→ Data records:
- Opening Delimiter -

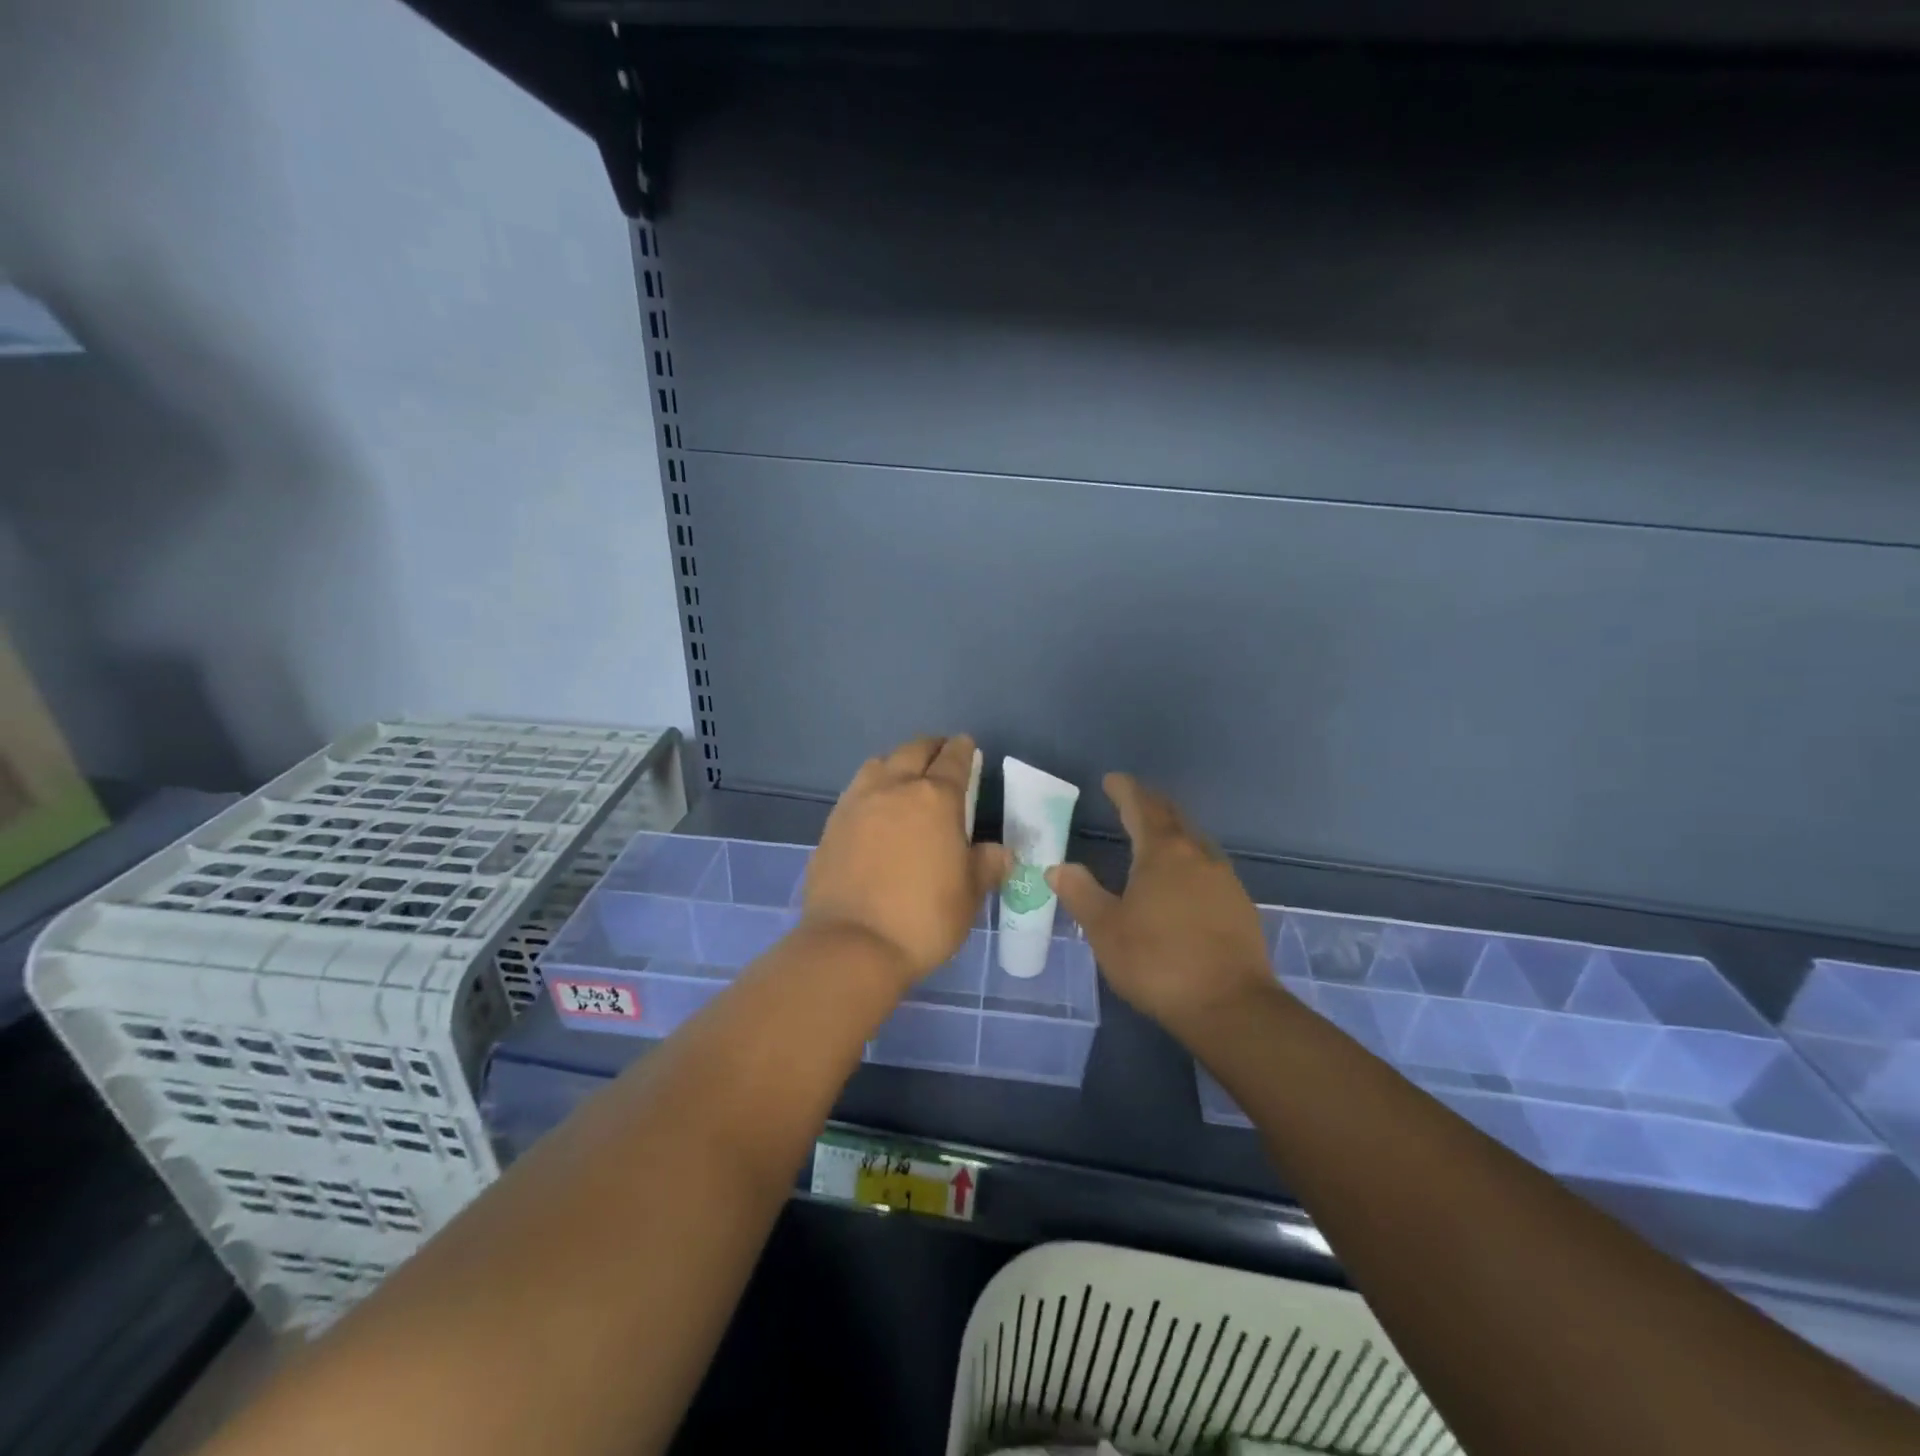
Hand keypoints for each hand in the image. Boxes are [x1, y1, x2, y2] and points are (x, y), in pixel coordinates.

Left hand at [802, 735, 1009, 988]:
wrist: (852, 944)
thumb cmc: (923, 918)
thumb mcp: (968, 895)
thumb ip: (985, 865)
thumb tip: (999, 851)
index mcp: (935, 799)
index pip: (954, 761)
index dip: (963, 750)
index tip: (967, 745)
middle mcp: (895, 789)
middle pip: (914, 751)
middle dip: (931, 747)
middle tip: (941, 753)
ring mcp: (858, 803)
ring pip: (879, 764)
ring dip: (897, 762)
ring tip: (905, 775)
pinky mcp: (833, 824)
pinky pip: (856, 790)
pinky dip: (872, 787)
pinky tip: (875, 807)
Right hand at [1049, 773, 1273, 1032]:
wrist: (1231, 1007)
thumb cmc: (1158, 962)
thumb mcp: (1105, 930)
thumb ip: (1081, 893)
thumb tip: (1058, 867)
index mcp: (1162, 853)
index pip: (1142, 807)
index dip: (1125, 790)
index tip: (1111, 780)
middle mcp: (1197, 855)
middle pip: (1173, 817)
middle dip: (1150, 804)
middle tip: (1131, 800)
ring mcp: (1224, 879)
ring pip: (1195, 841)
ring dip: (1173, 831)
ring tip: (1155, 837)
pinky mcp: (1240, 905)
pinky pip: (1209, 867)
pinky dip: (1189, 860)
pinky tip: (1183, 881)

- Closing Delimiter -

→ Problem details: Give the records back verbatim, pictures excluded.

→ Expected answer:
Hand keypoints for each hand in the image. Boxes are [x1, y1, x2, y2] and points are (x, y), in pixel coordinates.

Left hand at [802, 735, 1009, 988]:
wrist: (852, 944)
thumb cmc: (923, 918)
thumb mcp: (968, 895)
thumb ip: (985, 865)
thumb tip: (999, 851)
index mcp: (935, 799)
index pip: (954, 761)
index dip: (963, 750)
index tip: (967, 745)
middle mcp: (895, 789)
middle pip: (914, 751)
middle dip: (931, 747)
middle tip: (941, 753)
ring mcp: (858, 803)
ring pip: (879, 764)
ring dip: (897, 762)
ring tip: (905, 775)
pinky mcp: (833, 824)
pinky pip: (856, 790)
pinky dip: (872, 787)
pinky tip: (875, 807)
Right hand at [1049, 773, 1273, 1032]:
wrist: (1231, 1007)
thumb cmc: (1158, 962)
thumb mcp: (1105, 930)
thumb ip: (1081, 893)
thumb tip: (1058, 867)
index mcp: (1162, 853)
index pip: (1142, 807)
index dip: (1125, 790)
index tip: (1111, 780)
middle mcp: (1197, 855)
middle pip: (1173, 817)
middle dip: (1150, 804)
middle tip: (1131, 800)
ring mcp: (1224, 879)
ring pip: (1195, 841)
ring dip: (1173, 831)
ring tip: (1155, 837)
pinky mcp: (1240, 905)
pinky pip: (1209, 867)
pinky dip: (1189, 860)
pinky tip: (1183, 881)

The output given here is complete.